A$AP Rocky’s video, on the other side of the spectrum, doesn’t appear to be visually self-promoting. But the lyrics very clearly commodify women (apparently bad bitches, drugs, alcohol, and money are the most popular rap-culture problems) and portray these men as some sort of sexual sadists, as evidenced by the lyric “bring your girls to the crib maybe we can solve it”, it being “the fucking problem”. The closely following lyric  “turn a dyke bitch out, have her fucking boys” is A$AP Rocky’s attempt to present himself as a little more manly, but contrary to MIA’s tactic of appearing attractive to her audience, there is no way this could attract the opposite sex. A$AP Rocky’s video is clearly attracting an audience of men, which is contrary to his projected image and familiar in some ways to the homoeroticism associated with fraternities.

If we take the group SHINee into consideration, we see MIA’s tactic of attraction to the opposite sex. So despite the more feminine image, the masculinity is preserved by the sex of the intended attractor. All this being said, I think it is fair to say that there are at least two different levels to what we regard as masculine and feminine, one being the submissive feminine and aggressive masculine, and the other being the aggressive feminine and the more submissive masculine. In the latter case, the intent is not to be less masculine or feminine, but to appeal to the opposite sex by being more like them.

One Direction, on the other hand, seems to take a pretty neutral position in terms of appearance and style, however they do embrace each other, which is a step closer to femininity from SHINee and a far cry from the spotlight separation that represents “masculinitiy” in A$AP Rocky’s video. One Direction’s intended audience is something that I believe could go either way in terms of masculinity or femininity; does speaking to the opposite sex make them less masculine, since we would regard A$AP Rocky as more masculine? Or does the chivalrous attitude of One Direction make them more “proper/good/attractive” and therefore more masculine?


3 thoughts on “Helena Victor, Seattle WA

  1. I found your analysis of the Fuckin’ Problems video interesting, especially the part about how they are attracting a male audience by degrading women, which seems counter to their hypermasculine, aggressively heterosexual image. That they appear to other men as “true men” who are in a position of power over women is far more important than the actual women.

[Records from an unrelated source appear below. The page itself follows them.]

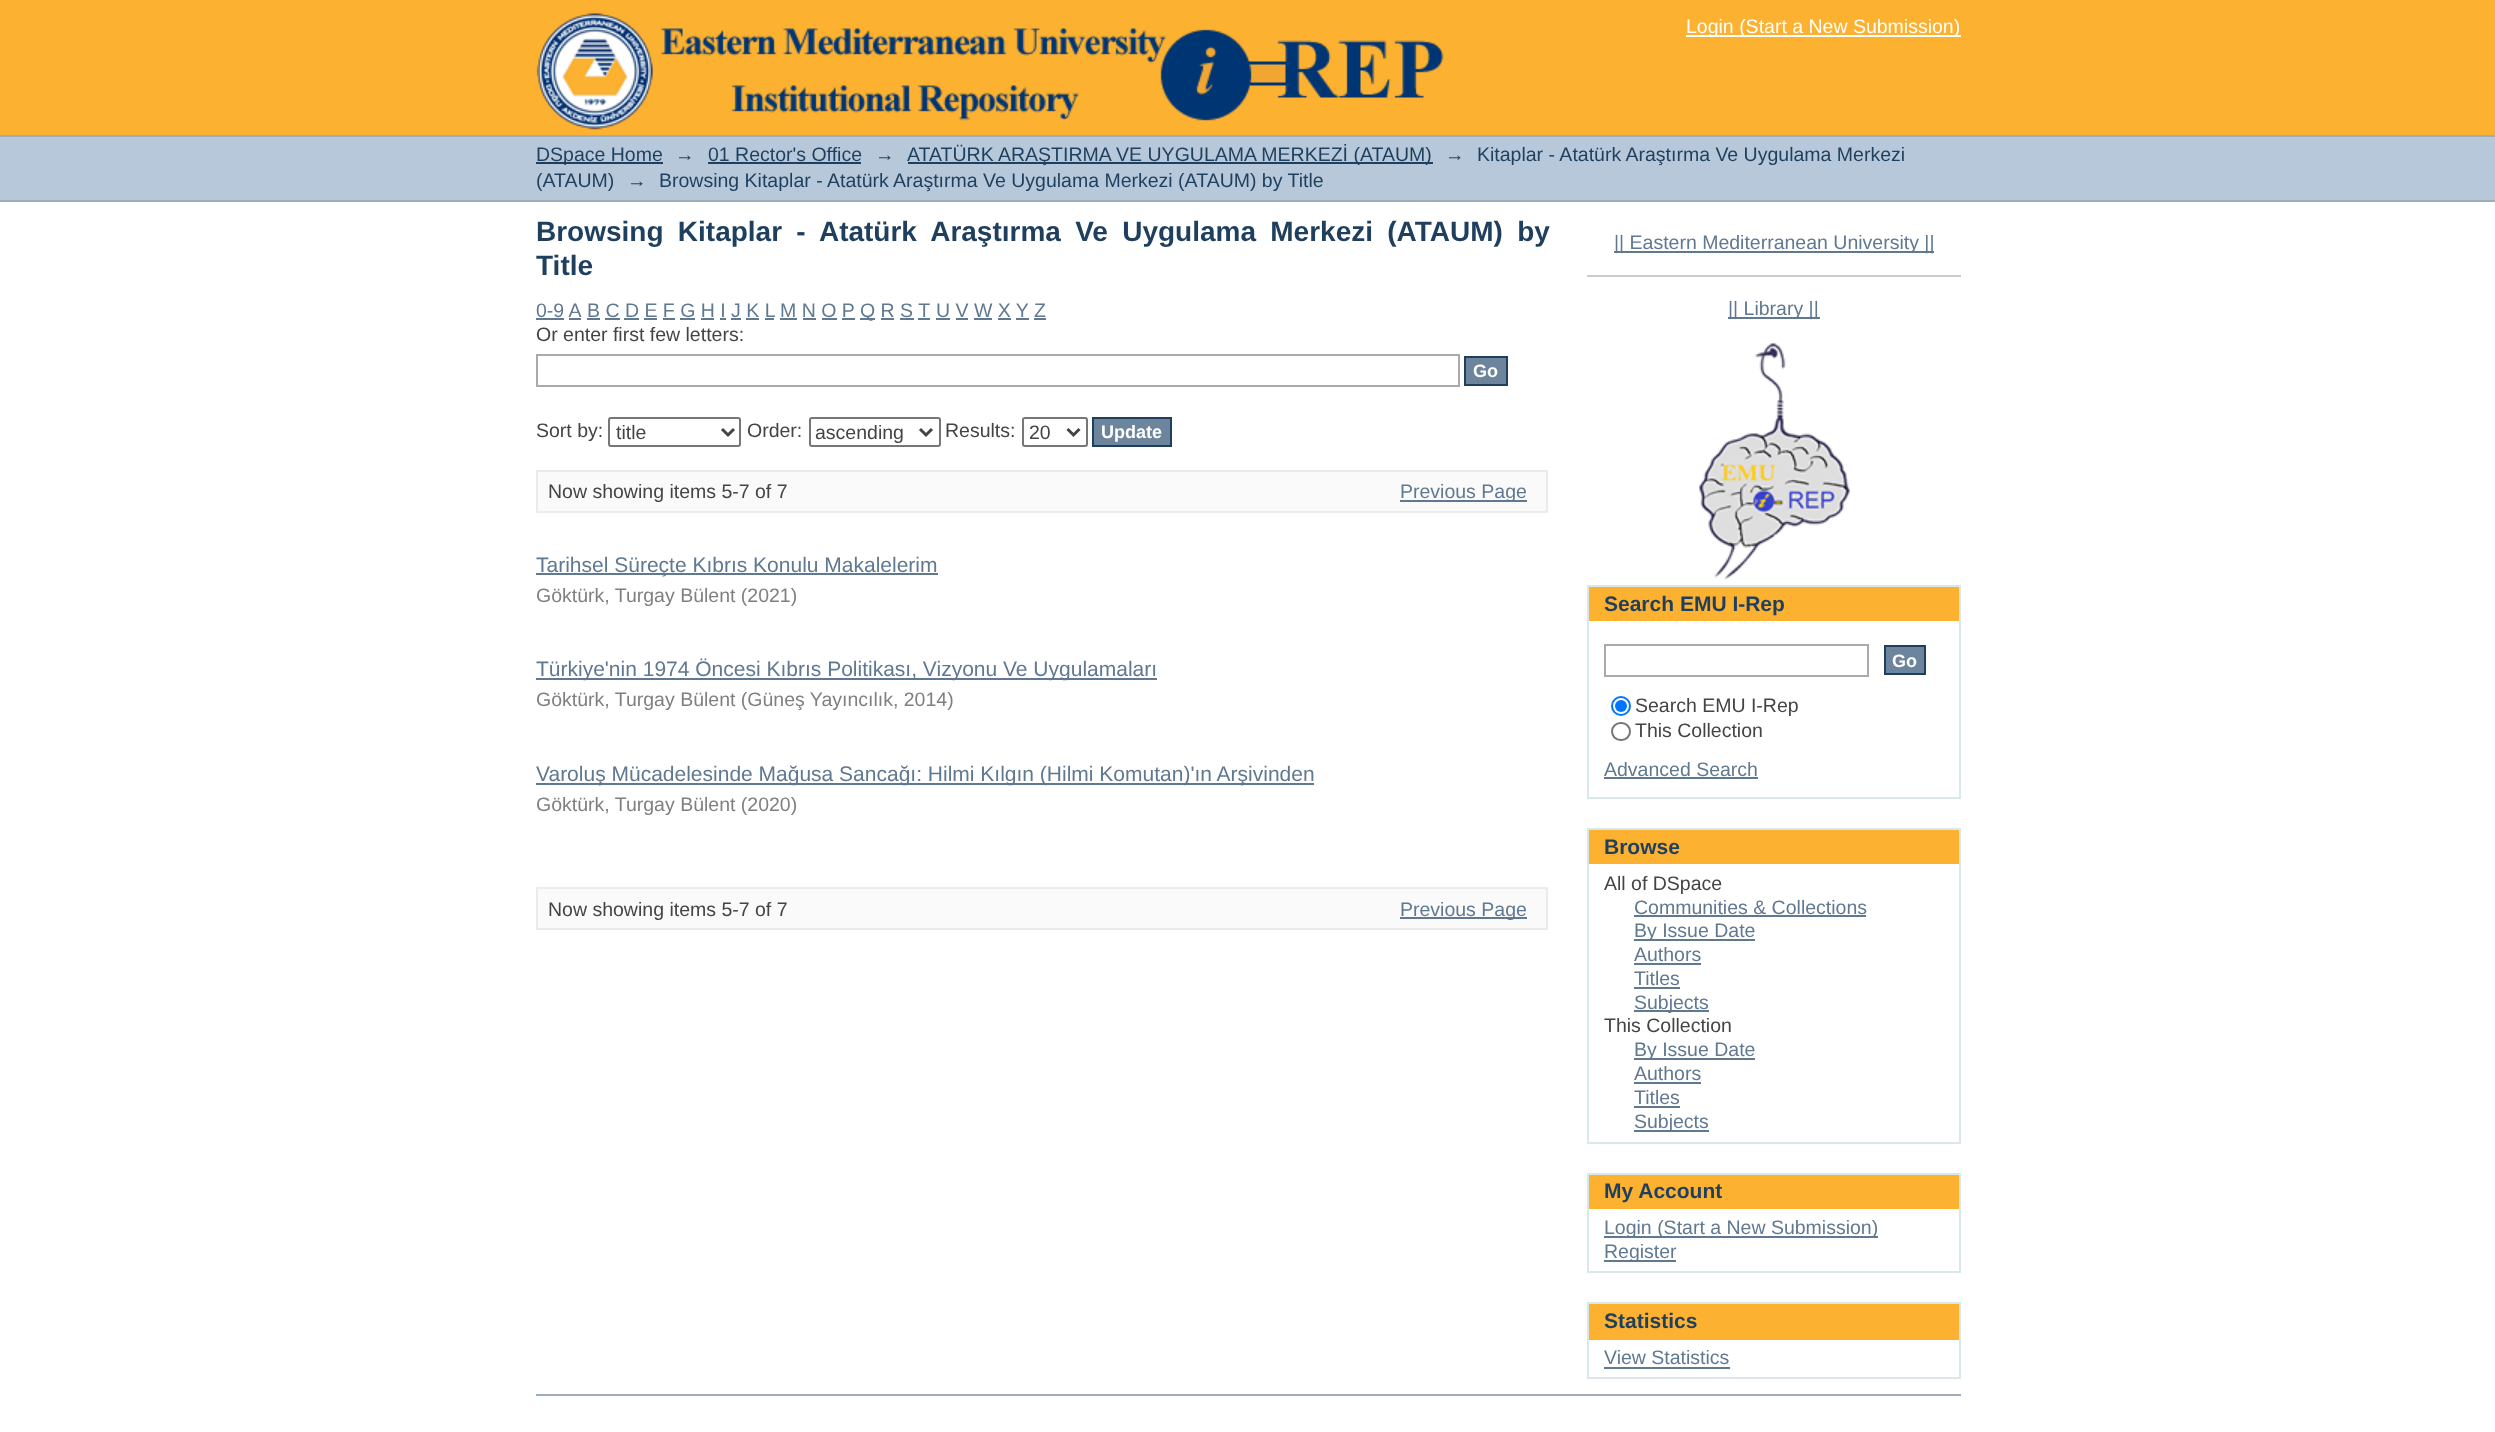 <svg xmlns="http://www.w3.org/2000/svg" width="2495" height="1432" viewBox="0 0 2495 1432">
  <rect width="100%" height="100%" fill="#fff"/>
  <path d="M0 0h2495v135H0z" fill="#fcb131"/>
  <image x="536" y="13" width="908" height="117" href="img/1.png"/>
  <path d="M1686 35h275v2H1686z" fill="#fff"/>
  <path d="M0 137h2495v63H0z" fill="#b6c8d9"/>
  <path d="M0 135h2495v2H0z" fill="#9cacba"/>
  <path d="M0 200h2495v2H0z" fill="#9cacba"/>
  <path d="M536 162h127v2H536z" fill="#1f3f5e"/>
  <path d="M708 162h153v2H708z" fill="#1f3f5e"/>
  <path d="M908 162h525v2H908z" fill="#1f3f5e"/>
  <path d="M536 318h28v2H536z" fill="#607890"/>
  <path d="M587 318h13v2H587z" fill="#607890"/>
  <path d="M780 318h17v2H780z" fill="#607890"/>
  <path d="M860 318h15v2H860z" fill="#607890"/>
  <path d="M936 318h14v2H936z" fill="#607890"/>
  <path d="M1034 318h12v2H1034z" fill="#607890"/>
  <path d="M569 318h12v2H569z" fill="#607890"/>
  <path d="M605 318h15v2H605z" fill="#607890"/>
  <path d="M624 318h15v2H624z" fill="#607890"/>
  <path d="M644 318h13v2H644z" fill="#607890"/>
  <path d="M663 318h12v2H663z" fill="#607890"/>
  <path d="M680 318h15v2H680z" fill="#607890"/>
  <path d="M701 318h13v2H701z" fill="#607890"/>
  <path d="M720 318h6v2H720z" fill="#607890"/>
  <path d="M731 318h10v2H731z" fill="#607890"/>
  <path d="M746 318h13v2H746z" fill="#607890"/>
  <path d="M765 318h9v2H765z" fill="#607890"/>
  <path d="M803 318h13v2H803z" fill="#607890"/>
  <path d="M822 318h15v2H822z" fill="#607890"/>
  <path d="M842 318h13v2H842z" fill="#607890"/>
  <path d="M881 318h13v2H881z" fill="#607890"/>
  <path d="M900 318h14v2H900z" fill="#607890"/>
  <path d="M918 318h12v2H918z" fill="#607890"/>
  <path d="M956 318h12v2H956z" fill="#607890"/>
  <path d="M974 318h18v2H974z" fill="#607890"/>
  <path d="M998 318h13v2H998z" fill="#607890"/>
  <path d="M1016 318h13v2H1016z" fill="#607890"/>
  <path d="M537 355h922v31H537z" fill="none" stroke="#aaa" stroke-width="2"/>
  <path d="M1465 357h42v28H1465z" fill="#6d859c" stroke="#1f3f5e" stroke-width="2"/>
  <rect x="609" y="418" width="131" height="28" rx="2" fill="none" stroke="#767676" stroke-width="2"/>
  <path d="M722 429L728 435L734 429" fill="none" stroke="#444" stroke-width="3"/>
  <rect x="810" y="418" width="130" height="28" rx="2" fill="none" stroke="#767676" stroke-width="2"/>
  <path d="M920 429L926 435L932 429" fill="none" stroke="#444" stroke-width="3"/>
  <rect x="1023" y="418" width="64" height="28" rx="2" fill="none" stroke="#767676" stroke-width="2"/>
  <path d="M1067.5 429L1073.5 435L1079.5 429" fill="none" stroke="#444" stroke-width="3"/>
  <path d="M1093 418h78v28H1093z" fill="#6d859c" stroke="#1f3f5e" stroke-width="2"/>
  <path d="M537 471h1010v41H537z" fill="#fafafa" stroke="#ebebeb" stroke-width="2"/>
  <path d="M1400 500h127v2H1400z" fill="#607890"/>
  <path d="M536 573h402v2H536z" fill="#607890"/>
  <path d="M536 678h621v2H536z" fill="#607890"/>
  <path d="M536 783h778v2H536z" fill="#607890"/>
  <path d="M537 888h1010v41H537z" fill="#fafafa" stroke="#ebebeb" stroke-width="2"/>
  <path d="M1400 917h127v2H1400z" fill="#607890"/>
  <path d="M1614 251h320v2H1614z" fill="#607890"/>
  <path d="M1587 275h374v2H1587z" fill="#ccc"/>
  <path d="M1728 317h92v2H1728z" fill="#607890"/>
  <image x="1699" y="343" width="151" height="236" href="img/2.png"/>
  <path d="M1589 587h370v34H1589z" fill="#fcb131"/>
  <path d="M1587 585h374v2H1587z" fill="#d8e8eb"/>
  <path d="M1959 585h2v213H1959z" fill="#d8e8eb"/>
  <path d="M1587 585h2v36H1587z" fill="#d8e8eb"/>
  <path d="M1587 797h374v2H1587z" fill="#d8e8eb"/>
  <path d="M1587 621h2v177H1587z" fill="#d8e8eb"/>
  <path d="M1605 645h263v31H1605z" fill="none" stroke="#aaa" stroke-width="2"/>
  <path d="M1885 646h40v28H1885z" fill="#6d859c" stroke="#1f3f5e" stroke-width="2"/>
  <circle cx="1621" cy="706" r="9" fill="none" stroke="#0075ff" stroke-width="2"/>
  <circle cx="1621" cy="706" r="6" fill="#0075ff"/>
  <rect x="1612" y="723" width="18" height="17" rx="8.5" fill="none" stroke="#767676" stroke-width="2"/>
  <path d="M1604 777h154v2H1604z" fill="#607890"/>
  <path d="M1589 830h370v34H1589z" fill="#fcb131"/>
  <path d="M1587 828h374v2H1587z" fill="#d8e8eb"/>
  <path d="M1959 828h2v315H1959z" fill="#d8e8eb"/>
  <path d="M1587 828h2v36H1587z" fill="#d8e8eb"/>
  <path d="M1587 1142h374v2H1587z" fill="#d8e8eb"/>
  <path d="M1587 864h2v279H1587z" fill="#d8e8eb"/>
  <path d="M1634 915h232v2H1634z" fill="#607890"/>
  <path d="M1634 939h121v2H1634z" fill="#607890"/>
  <path d="M1634 963h67v2H1634z" fill="#607890"/>
  <path d="M1634 987h46v2H1634z" fill="#607890"/>
  <path d="M1634 1010h75v2H1634z" fill="#607890"/>
  <path d="M1634 1058h121v2H1634z" fill="#607890"/>
  <path d="M1634 1082h67v2H1634z" fill="#607890"/>
  <path d="M1634 1106h46v2H1634z" fill="#607890"/>
  <path d="M1634 1130h75v2H1634z" fill="#607890"/>
  <path d="M1589 1175h370v34H1589z" fill="#fcb131"/>
  <path d="M1587 1173h374v2H1587z" fill="#d8e8eb"/>
  <path d="M1959 1173h2v99H1959z" fill="#d8e8eb"/>
  <path d="M1587 1173h2v36H1587z" fill="#d8e8eb"/>
  <path d="M1587 1271h374v2H1587z" fill="#d8e8eb"/>
  <path d="M1587 1209h2v63H1587z" fill="#d8e8eb"/>
  <path d="M1604 1236h274v2H1604z" fill="#607890"/>
  <path d="M1604 1260h72v2H1604z" fill="#607890"/>
  <path d="M1589 1304h370v36H1589z" fill="#fcb131"/>
  <path d="M1587 1302h374v2H1587z" fill="#d8e8eb"/>
  <path d="M1959 1302h2v77H1959z" fill="#d8e8eb"/>
  <path d="M1587 1302h2v38H1587z" fill="#d8e8eb"/>
  <path d="M1587 1377h374v2H1587z" fill="#d8e8eb"/>
  <path d="M1587 1340h2v39H1587z" fill="#d8e8eb"/>
  <path d="M1604 1367h126v2H1604z" fill="#607890"/>
  <path d="M536 1394h1425v2H536z" fill="#9cacba"/>
  <text x="1686" y="33" font-family="Liberation Sans" font-size="19.5" fill="#fff">Login (Start a New Submission)</text>
  <g font-family="Liberation Sans" font-size="19.5" fill="#1f3f5e">
    <text x="536" y="161">DSpace Home</text>
    <text x="675" y="161">→</text>
    <text x="708" y="161">01 Rector's Office</text>
    <text x="875" y="161">→</text>
    <text x="907" y="161">ATATÜRK ARAŞTIRMA VE UYGULAMA MERKEZİ (ATAUM)</text>
    <text x="1445" y="161">→</text>
    <text x="1477" y="161">Kitaplar - Atatürk Araştırma Ve Uygulama Merkezi</text>
    <text x="536" y="187">(ATAUM)</text>
    <text x="627" y="187">→</text>
    <text x="659" y="187">Browsing Kitaplar - Atatürk Araştırma Ve Uygulama Merkezi (ATAUM) by Title</text>
  </g>
  <g font-family="Liberation Sans" font-size="28" font-weight="bold" fill="#1f3f5e">
    <text x="536" y="241" word-spacing="6.5">Browsing Kitaplar - Atatürk Araştırma Ve Uygulama Merkezi (ATAUM) by</text>
    <text x="536" y="275">Title</text>
  </g>
  <g font-family="Liberation Sans" font-size="19.5" fill="#607890">
    <text x="536" y="317">0-9 A</text>
    <text x="587" y="317">B C D E F G H I J K L</text>
    <text x="780" y="317">M N O P</text>
    <text x="860" y="317">Q R S T</text>
    <text x="936" y="317">U V W X Y</text>
    <text x="1034" y="317">Z</text>
  </g>
  <text x="536" y="341" font-family="Liberation Sans" font-size="19.5" fill="#444">Or enter first few letters:</text>
  <text x="1473" y="377" font-family="Liberation Sans" font-size="18" font-weight="bold" fill="#fff">Go</text>
  <g font-family="Liberation Sans" font-size="19.5" fill="#444">
    <text x="536" y="437">Sort by:</text>
    <text x="616" y="439">title</text>
    <text x="747" y="437">Order:</text>
    <text x="815" y="439">ascending</text>
    <text x="945" y="437">Results:</text>
    <text x="1029" y="439">20</text>
  </g>
  <text x="1101" y="438" font-family="Liberation Sans" font-size="18" font-weight="bold" fill="#fff">Update</text>
  <text x="548" y="498" font-family="Liberation Sans" font-size="19.5" fill="#444">Now showing items 5-7 of 7</text>
  <text x="1400" y="498" font-family="Liberation Sans" font-size="19.5" fill="#607890">Previous Page</text>
  <text x="536" y="572" font-family="Liberation Sans" font-size="21" fill="#607890">Tarihsel Süreçte Kıbrıs Konulu Makalelerim</text>
  <text x="536" y="602" font-family="Liberation Sans" font-size="19.5" fill="#808080">Göktürk, Turgay Bülent (2021)</text>
  <text x="536" y="676" font-family="Liberation Sans" font-size="21" fill="#607890">Türkiye'nin 1974 Öncesi Kıbrıs Politikası, Vizyonu Ve Uygulamaları</text>
  <text x="536" y="706" font-family="Liberation Sans" font-size="19.5" fill="#808080">Göktürk, Turgay Bülent (Güneş Yayıncılık, 2014)</text>
  <text x="536" y="781" font-family="Liberation Sans" font-size="21" fill="#607890">Varoluş Mücadelesinde Mağusa Sancağı: Hilmi Kılgın (Hilmi Komutan)'ın Arşivinden</text>
  <text x="536" y="811" font-family="Liberation Sans" font-size="19.5" fill="#808080">Göktürk, Turgay Bülent (2020)</text>
  <text x="548" y="916" font-family="Liberation Sans" font-size="19.5" fill="#444">Now showing items 5-7 of 7</text>
  <g font-family="Liberation Sans" font-size="19.5" fill="#607890">
    <text x="1400" y="916">Previous Page</text>
    <text x="1614" y="249">|| Eastern Mediterranean University ||</text>
    <text x="1728" y="315">|| Library ||</text>
  </g>
  <text x="1604" y="611" font-family="Liberation Sans" font-size="21" font-weight="bold" fill="#1f3f5e">Search EMU I-Rep</text>
  <text x="1892" y="667" font-family="Liberation Sans" font-size="18" font-weight="bold" fill="#fff">Go</text>
  <g font-family="Liberation Sans" font-size="19.5" fill="#444">
    <text x="1635" y="712">Search EMU I-Rep</text>
    <text x="1635" y="737">This Collection</text>
  </g>
  <text x="1604" y="776" font-family="Liberation Sans" font-size="19.5" fill="#607890">Advanced Search</text>
  <text x="1604" y="854" font-family="Liberation Sans" font-size="21" font-weight="bold" fill="#1f3f5e">Browse</text>
  <text x="1604" y="890" font-family="Liberation Sans" font-size="19.5" fill="#444">All of DSpace</text>
  <g font-family="Liberation Sans" font-size="19.5" fill="#607890">
    <text x="1634" y="914">Communities &amp; Collections</text>
    <text x="1634" y="937">By Issue Date</text>
    <text x="1634" y="961">Authors</text>
    <text x="1634" y="985">Titles</text>
    <text x="1634" y="1009">Subjects</text>
  </g>
  <text x="1604" y="1032" font-family="Liberation Sans" font-size="19.5" fill="#444">This Collection</text>
  <g font-family="Liberation Sans" font-size="19.5" fill="#607890">
    <text x="1634" y="1056">By Issue Date</text>
    <text x="1634" y="1080">Authors</text>
    <text x="1634" y="1104">Titles</text>
    <text x="1634" y="1128">Subjects</text>
  </g>
  <text x="1604" y="1198" font-family="Liberation Sans" font-size="21" font-weight="bold" fill="#1f3f5e">My Account</text>
  <g font-family="Liberation Sans" font-size="19.5" fill="#607890">
    <text x="1604" y="1234">Login (Start a New Submission)</text>
    <text x="1604" y="1258">Register</text>
  </g>
  <text x="1604" y="1328" font-family="Liberation Sans" font-size="21" font-weight="bold" fill="#1f3f5e">Statistics</text>
  <text x="1604" y="1364" font-family="Liberation Sans" font-size="19.5" fill="#607890">View Statistics</text>
</svg>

By asserting their heterosexuality so relentlessly, the men in this video are actually playing into an extremely homosocial environment.

  2. I also liked your comment about the A$AP video. I think the idea that their target audience is men is very true and seems strange considering the extreme masculinity displayed. Instead of attracting a female audience (which I agree seems like a difficult thing to do when saying things like “turn a dyke bitch out”), they attract males who share in the need for masculine dominance over women.
    I also liked your separation of submissive and aggressive femininity/masculinity. I think this is important when considering that a gender can appeal to its opposite by acting more like them. I think this was evident in MIA’s masculinity (or aggressive femininity) which to a heterosexual male was very attractive yet did not destroy her feminine presence.

  3. I like your point comparing A$AP and One Direction. The technique in Fucking Problems of having each man rap alone plays in to stereotypical ideas of masculinity. By highlighting them with a spotlight, each man is shown as strong and independent, playing in to stereotypical ideas about masculinity. In terms of your question about One Direction, I don’t think their video is necessarily less masculine then A$AP because they are not trying to portray the same type of masculinity. If One Direction videos showed women as featured in the A$AP or Macklemore videos, they would be contracting the innocence that is essential to their image.